=== Task statement ===
The records that follow should be retyped word for word.

[Start of Attachment]

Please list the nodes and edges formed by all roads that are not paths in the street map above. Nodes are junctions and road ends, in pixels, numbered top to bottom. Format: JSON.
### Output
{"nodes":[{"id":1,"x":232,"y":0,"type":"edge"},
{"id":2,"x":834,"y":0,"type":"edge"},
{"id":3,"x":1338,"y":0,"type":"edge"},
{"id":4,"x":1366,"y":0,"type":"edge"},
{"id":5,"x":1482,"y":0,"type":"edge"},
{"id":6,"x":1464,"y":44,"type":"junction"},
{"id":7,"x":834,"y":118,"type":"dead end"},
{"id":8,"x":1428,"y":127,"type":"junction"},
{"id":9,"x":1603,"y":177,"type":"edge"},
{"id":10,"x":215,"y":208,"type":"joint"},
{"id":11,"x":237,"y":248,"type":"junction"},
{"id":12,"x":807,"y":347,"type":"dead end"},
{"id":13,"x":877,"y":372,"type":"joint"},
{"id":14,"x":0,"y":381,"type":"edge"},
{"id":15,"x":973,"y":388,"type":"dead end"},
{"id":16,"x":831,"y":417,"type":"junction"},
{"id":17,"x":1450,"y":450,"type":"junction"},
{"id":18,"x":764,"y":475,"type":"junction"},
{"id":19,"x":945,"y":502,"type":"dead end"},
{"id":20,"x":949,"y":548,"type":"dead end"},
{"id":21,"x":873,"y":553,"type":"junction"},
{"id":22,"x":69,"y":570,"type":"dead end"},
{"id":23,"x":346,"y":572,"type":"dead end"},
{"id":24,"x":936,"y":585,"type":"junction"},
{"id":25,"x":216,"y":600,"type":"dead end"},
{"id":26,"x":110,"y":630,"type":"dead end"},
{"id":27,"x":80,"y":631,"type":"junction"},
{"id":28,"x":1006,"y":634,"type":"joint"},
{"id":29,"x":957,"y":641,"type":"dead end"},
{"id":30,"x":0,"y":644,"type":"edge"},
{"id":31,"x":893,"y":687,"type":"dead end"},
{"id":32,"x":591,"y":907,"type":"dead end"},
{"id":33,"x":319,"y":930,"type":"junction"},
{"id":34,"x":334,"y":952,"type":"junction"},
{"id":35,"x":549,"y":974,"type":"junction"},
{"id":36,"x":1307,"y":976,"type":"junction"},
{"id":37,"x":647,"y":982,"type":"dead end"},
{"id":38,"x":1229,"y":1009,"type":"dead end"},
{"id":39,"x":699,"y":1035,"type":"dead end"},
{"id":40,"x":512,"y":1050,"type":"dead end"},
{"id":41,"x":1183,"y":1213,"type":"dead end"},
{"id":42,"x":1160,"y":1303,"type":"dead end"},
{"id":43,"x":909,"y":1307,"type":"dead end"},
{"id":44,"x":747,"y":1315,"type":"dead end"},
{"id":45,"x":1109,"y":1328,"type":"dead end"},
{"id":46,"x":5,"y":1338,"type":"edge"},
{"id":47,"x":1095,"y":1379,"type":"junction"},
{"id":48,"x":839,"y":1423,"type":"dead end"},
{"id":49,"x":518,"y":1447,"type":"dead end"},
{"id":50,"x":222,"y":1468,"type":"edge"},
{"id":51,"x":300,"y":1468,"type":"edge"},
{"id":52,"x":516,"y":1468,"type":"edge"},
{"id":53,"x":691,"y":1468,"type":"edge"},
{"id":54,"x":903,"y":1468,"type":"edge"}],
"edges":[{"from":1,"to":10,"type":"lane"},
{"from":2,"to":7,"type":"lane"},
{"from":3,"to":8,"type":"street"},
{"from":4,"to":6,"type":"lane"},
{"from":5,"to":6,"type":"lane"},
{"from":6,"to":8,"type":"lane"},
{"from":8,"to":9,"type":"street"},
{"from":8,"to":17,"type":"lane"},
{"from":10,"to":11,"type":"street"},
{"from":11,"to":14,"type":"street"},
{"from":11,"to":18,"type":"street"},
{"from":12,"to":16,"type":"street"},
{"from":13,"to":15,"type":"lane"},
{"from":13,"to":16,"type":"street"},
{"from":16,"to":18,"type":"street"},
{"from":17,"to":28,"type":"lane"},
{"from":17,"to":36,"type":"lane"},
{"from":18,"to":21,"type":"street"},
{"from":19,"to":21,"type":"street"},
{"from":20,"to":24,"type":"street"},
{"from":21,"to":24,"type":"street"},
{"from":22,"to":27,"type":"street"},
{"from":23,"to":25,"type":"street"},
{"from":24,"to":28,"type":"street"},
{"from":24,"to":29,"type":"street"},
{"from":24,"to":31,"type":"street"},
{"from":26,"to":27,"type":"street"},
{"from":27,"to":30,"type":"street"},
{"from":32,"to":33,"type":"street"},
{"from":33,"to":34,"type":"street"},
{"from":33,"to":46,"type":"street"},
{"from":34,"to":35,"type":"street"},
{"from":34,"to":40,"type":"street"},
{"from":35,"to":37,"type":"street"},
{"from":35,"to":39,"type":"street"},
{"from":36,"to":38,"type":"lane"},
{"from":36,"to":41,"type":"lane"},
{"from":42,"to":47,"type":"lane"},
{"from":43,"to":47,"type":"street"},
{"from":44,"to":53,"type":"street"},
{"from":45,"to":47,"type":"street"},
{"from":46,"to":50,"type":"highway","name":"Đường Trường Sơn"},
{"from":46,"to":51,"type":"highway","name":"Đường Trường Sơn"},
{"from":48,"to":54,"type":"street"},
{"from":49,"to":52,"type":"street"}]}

[End of Attachment]

=== Answer box ===
Please list the nodes and edges formed by all roads that are not paths in the street map above. Nodes are junctions and road ends, in pixels, numbered top to bottom. Format: JSON.
### Output
{"nodes":[{"id":1,"x":232,"y":0,"type":"edge"},
{"id":2,"x":834,"y":0,"type":"edge"},
{"id":3,"x":1338,"y":0,"type":"edge"},
{"id":4,"x":1366,"y":0,"type":"edge"},
{"id":5,"x":1482,"y":0,"type":"edge"},
{"id":6,"x":1464,"y":44,"type":"junction"},
{"id":7,"x":834,"y":118,"type":"dead end"},
{"id":8,"x":1428,"y":127,"type":"junction"},
{"id":9,"x":1603,"y":177,"type":"edge"},
{"id":10,"x":215,"y":208,"type":"joint"},
{"id":11,"x":237,"y":248,"type":"junction"},
{"id":12,"x":807,"y":347,"type":"dead end"},
{"id":13,"x":877,"y":372,"type":"joint"},
{"id":14,"x":0,"y":381,"type":"edge"},
{"id":15,"x":973,"y":388,"type":"dead end"},
{"id":16,"x":831,"y":417,"type":"junction"},
{"id":17,"x":1450,"y":450,"type":"junction"},
{"id":18,"x":764,"y":475,"type":"junction"},
{"id":19,"x":945,"y":502,"type":"dead end"},
{"id":20,"x":949,"y":548,"type":"dead end"},
{"id":21,"x":873,"y":553,"type":"junction"},
{"id":22,"x":69,"y":570,"type":"dead end"},
{"id":23,"x":346,"y":572,"type":"dead end"},
{"id":24,"x":936,"y":585,"type":"junction"},
{"id":25,"x":216,"y":600,"type":"dead end"},
{"id":26,"x":110,"y":630,"type":"dead end"},
{"id":27,"x":80,"y":631,"type":"junction"},
{"id":28,"x":1006,"y":634,"type":"joint"},
{"id":29,"x":957,"y":641,"type":"dead end"},
{"id":30,"x":0,"y":644,"type":"edge"},
{"id":31,"x":893,"y":687,"type":"dead end"},
{"id":32,"x":591,"y":907,"type":"dead end"},
{"id":33,"x":319,"y":930,"type":"junction"},
{"id":34,"x":334,"y":952,"type":"junction"},
{"id":35,"x":549,"y":974,"type":"junction"},
{"id":36,"x":1307,"y":976,"type":"junction"},
{"id":37,"x":647,"y":982,"type":"dead end"},
{"id":38,"x":1229,"y":1009,"type":"dead end"},
{"id":39,"x":699,"y":1035,"type":"dead end"},
{"id":40,"x":512,"y":1050,"type":"dead end"},
{"id":41,"x":1183,"y":1213,"type":"dead end"},
{"id":42,"x":1160,"y":1303,"type":"dead end"},
{"id":43,"x":909,"y":1307,"type":"dead end"},
{"id":44,"x":747,"y":1315,"type":"dead end"},
{"id":45,"x":1109,"y":1328,"type":"dead end"},
{"id":46,"x":5,"y":1338,"type":"edge"},
{"id":47,"x":1095,"y":1379,"type":"junction"},
{"id":48,"x":839,"y":1423,"type":"dead end"},
{"id":49,"x":518,"y":1447,"type":"dead end"},
{"id":50,"x":222,"y":1468,"type":"edge"},
{"id":51,"x":300,"y":1468,"type":"edge"},
{"id":52,"x":516,"y":1468,"type":"edge"},
{"id":53,"x":691,"y":1468,"type":"edge"},
{"id":54,"x":903,"y":1468,"type":"edge"}],
"edges":[{"from":1,"to":10,"type":"lane"},
{"from":2,"to":7,"type":"lane"},
{"from":3,"to":8,"type":"street"},
{"from":4,"to":6,"type":"lane"},
{"from":5,"to":6,"type":"lane"},
{"from":6,"to":8,"type":"lane"},
{"from":8,"to":9,"type":"street"},
{"from":8,"to":17,"type":"lane"},
{"from":10,"to":11,"type":"street"},
{"from":11,"to":14,"type":"street"},
{"from":11,"to":18,"type":"street"},
{"from":12,"to":16,"type":"street"},
{"from":13,"to":15,"type":"lane"},
{"from":13,"to":16,"type":"street"},
{"from":16,"to":18,"type":"street"},
{"from":17,"to":28,"type":"lane"},
{"from":17,"to":36,"type":"lane"},
{"from":18,"to":21,"type":"street"},
{"from":19,"to":21,"type":"street"},
{"from":20,"to":24,"type":"street"},
{"from":21,"to":24,"type":"street"},
{"from":22,"to":27,"type":"street"},
{"from":23,"to":25,"type":"street"},
{"from":24,"to":28,"type":"street"},
{"from":24,"to":29,"type":"street"},
{"from":24,"to":31,"type":"street"},
{"from":26,"to":27,"type":"street"},
{"from":27,"to":30,"type":"street"},
{"from":32,"to":33,"type":"street"},
{"from":33,"to":34,"type":"street"},
{"from":33,"to":46,"type":"street"},
{"from":34,"to":35,"type":"street"},
{"from":34,"to":40,"type":"street"},
{"from":35,"to":37,"type":"street"},
{"from":35,"to":39,"type":"street"},
{"from":36,"to":38,"type":"lane"},
{"from":36,"to":41,"type":"lane"},
{"from":42,"to":47,"type":"lane"},
{"from":43,"to":47,"type":"street"},
{"from":44,"to":53,"type":"street"},
{"from":45,"to":47,"type":"street"},
{"from":46,"to":50,"type":"highway","name":"Đường Trường Sơn"},
{"from":46,"to":51,"type":"highway","name":"Đường Trường Sơn"},
{"from":48,"to":54,"type":"street"},
{"from":49,"to":52,"type":"street"}]}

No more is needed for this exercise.